Items from a dataset:
++++++
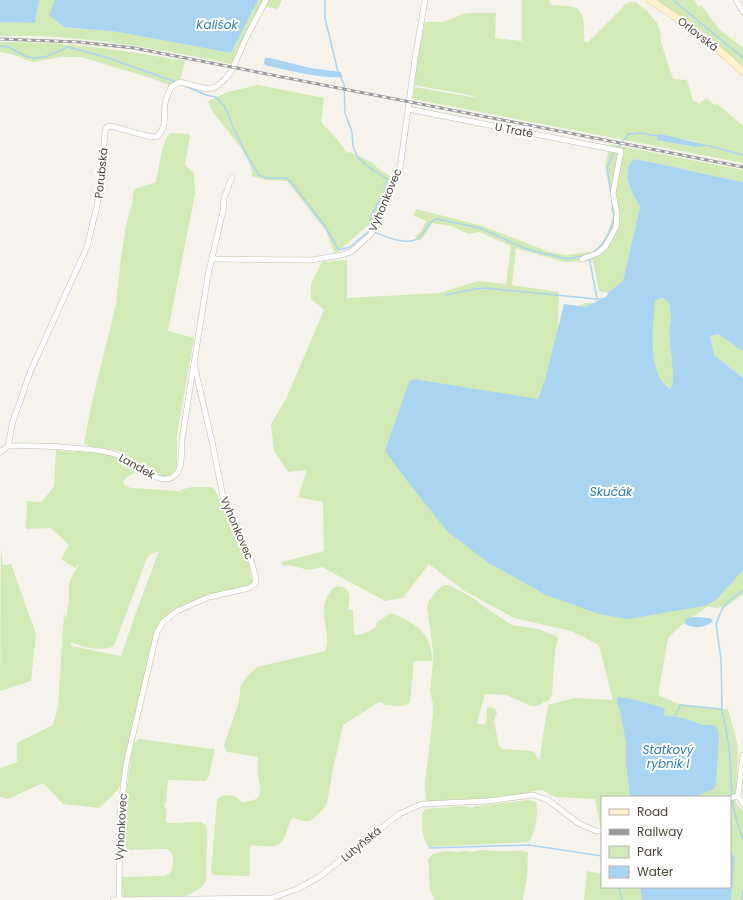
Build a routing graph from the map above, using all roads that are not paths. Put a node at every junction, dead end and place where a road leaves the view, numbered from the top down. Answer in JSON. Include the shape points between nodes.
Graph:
{"nodes":[{"id":1,"x":266,"y":0,"type":"edge"},
{"id":2,"x":426,"y":0,"type":"edge"},
{"id":3,"x":650,"y":0,"type":"edge"},
{"id":4,"x":736,"y":0,"type":"edge"},
{"id":5,"x":743,"y":12,"type":"edge"},
{"id":6,"x":743,"y":72,"type":"edge"},
{"id":7,"x":408,"y":110,"type":"junction"},
{"id":8,"x":232,"y":177,"type":"dead end"},
{"id":9,"x":584,"y":258,"type":"dead end"},
{"id":10,"x":212,"y":259,"type":"junction"},
{"id":11,"x":194,"y":364,"type":"junction"},
{"id":12,"x":8,"y":446,"type":"junction"},
{"id":13,"x":0,"y":452,"type":"edge"},
{"id":14,"x":743,"y":755,"type":"edge"},
{"id":15,"x":738,"y":796,"type":"junction"},
{"id":16,"x":731,"y":798,"type":"edge"},
{"id":17,"x":743,"y":804,"type":"edge"},
{"id":18,"x":601,"y":831,"type":"edge"},
{"id":19,"x":271,"y":899,"type":"edge"},
{"id":20,"x":116,"y":900,"type":"edge"}],
"edges":[{"from":1,"to":12,"type":"street","name":"Porubská","via":[[231,72],[225,79],[216,87],[207,90],[178,83],[171,87],[165,105],[163,131],[157,137],[107,127],[97,206],[86,247],[31,370],[13,421]]},
{"from":2,"to":7,"type":"street","name":"Vyhonkovec"},
{"from":3,"to":6,"type":"main road","name":"Orlovská","via":[[708,40]]},
{"from":4,"to":5,"type":"street"},
{"from":7,"to":9,"type":"street","name":"U Tratě","via":[[620,150],[613,193],[617,213],[616,227],[605,247],[598,253]]},
{"from":7,"to":10,"type":"street","name":"Vyhonkovec","via":[[400,168],[371,235],[351,252],[311,260]]},
{"from":8,"to":10,"type":"street","name":"Vyhonkovec","via":[[224,198]]},
{"from":10,"to":11,"type":"street","name":"Vyhonkovec"},
{"from":11,"to":12,"type":"street","name":"Landek","via":[[180,467],[178,474],[172,478],[164,480],[156,477],[112,453],[51,445]]},
{"from":11,"to":20,"type":"street","name":"Vyhonkovec","via":[[222,497],[248,551],[256,578],[255,584],[249,588],[208,597],[177,611],[163,622],[157,632],[126,764],[120,816]]},
{"from":12,"to":13,"type":"street"},
{"from":14,"to":15,"type":"street"},
{"from":15,"to":16,"type":"street"},
{"from":15,"to":17,"type":"street"},
{"from":18,"to":19,"type":"street","name":"Lutyňská","via":[[578,823],[548,800],[533,796],[422,804],[399,814],[319,877]]},
{"from":19,"to":20,"type":"street","name":"Lutyňská"}]}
++++++
→ **Exercise objective**
Give the entries again without a single change, but with no pictures.

→ **Answer**
Build a routing graph from the map above, using all roads that are not paths. Put a node at every junction, dead end and place where a road leaves the view, numbered from the top down. Answer in JSON. Include the shape points between nodes.
Graph:
{"nodes":[{"id":1,"x":266,"y":0,"type":"edge"},
{"id":2,"x":426,"y":0,"type":"edge"},
{"id":3,"x":650,"y":0,"type":"edge"},
{"id":4,"x":736,"y":0,"type":"edge"},
{"id":5,"x":743,"y":12,"type":"edge"},
{"id":6,"x":743,"y":72,"type":"edge"},
{"id":7,"x":408,"y":110,"type":"junction"},
{"id":8,"x":232,"y":177,"type":"dead end"},
{"id":9,"x":584,"y":258,"type":"dead end"},
{"id":10,"x":212,"y":259,"type":"junction"},
{"id":11,"x":194,"y":364,"type":"junction"},
{"id":12,"x":8,"y":446,"type":"junction"},
{"id":13,"x":0,"y":452,"type":"edge"},
{"id":14,"x":743,"y":755,"type":"edge"},
{"id":15,"x":738,"y":796,"type":"junction"},
{"id":16,"x":731,"y":798,"type":"edge"},
{"id":17,"x":743,"y":804,"type":"edge"},
{"id":18,"x":601,"y":831,"type":"edge"},
{"id":19,"x":271,"y":899,"type":"edge"},
{"id":20,"x":116,"y":900,"type":"edge"}],
"edges":[{"from":1,"to":12,"type":"street","name":"Porubská","via":[[231,72],[225,79],[216,87],[207,90],[178,83],[171,87],[165,105],[163,131],[157,137],[107,127],[97,206],[86,247],[31,370],[13,421]]},
{"from":2,"to":7,"type":"street","name":"Vyhonkovec"},
{"from":3,"to":6,"type":"main road","name":"Orlovská","via":[[708,40]]},
{"from":4,"to":5,"type":"street"},
{"from":7,"to":9,"type":"street","name":"U Tratě","via":[[620,150],[613,193],[617,213],[616,227],[605,247],[598,253]]},
{"from":7,"to":10,"type":"street","name":"Vyhonkovec","via":[[400,168],[371,235],[351,252],[311,260]]},
{"from":8,"to":10,"type":"street","name":"Vyhonkovec","via":[[224,198]]},
{"from":10,"to":11,"type":"street","name":"Vyhonkovec"},
{"from":11,"to":12,"type":"street","name":"Landek","via":[[180,467],[178,474],[172,478],[164,480],[156,477],[112,453],[51,445]]},
{"from":11,"to":20,"type":"street","name":"Vyhonkovec","via":[[222,497],[248,551],[256,578],[255,584],[249,588],[208,597],[177,611],[163,622],[157,632],[126,764],[120,816]]},
{"from":12,"to":13,"type":"street"},
{"from":14,"to":15,"type":"street"},
{"from":15,"to":16,"type":"street"},
{"from":15,"to":17,"type":"street"},
{"from":18,"to":19,"type":"street","name":"Lutyňská","via":[[578,823],[548,800],[533,796],[422,804],[399,814],[319,877]]},
{"from":19,"to":20,"type":"street","name":"Lutyňská"}]}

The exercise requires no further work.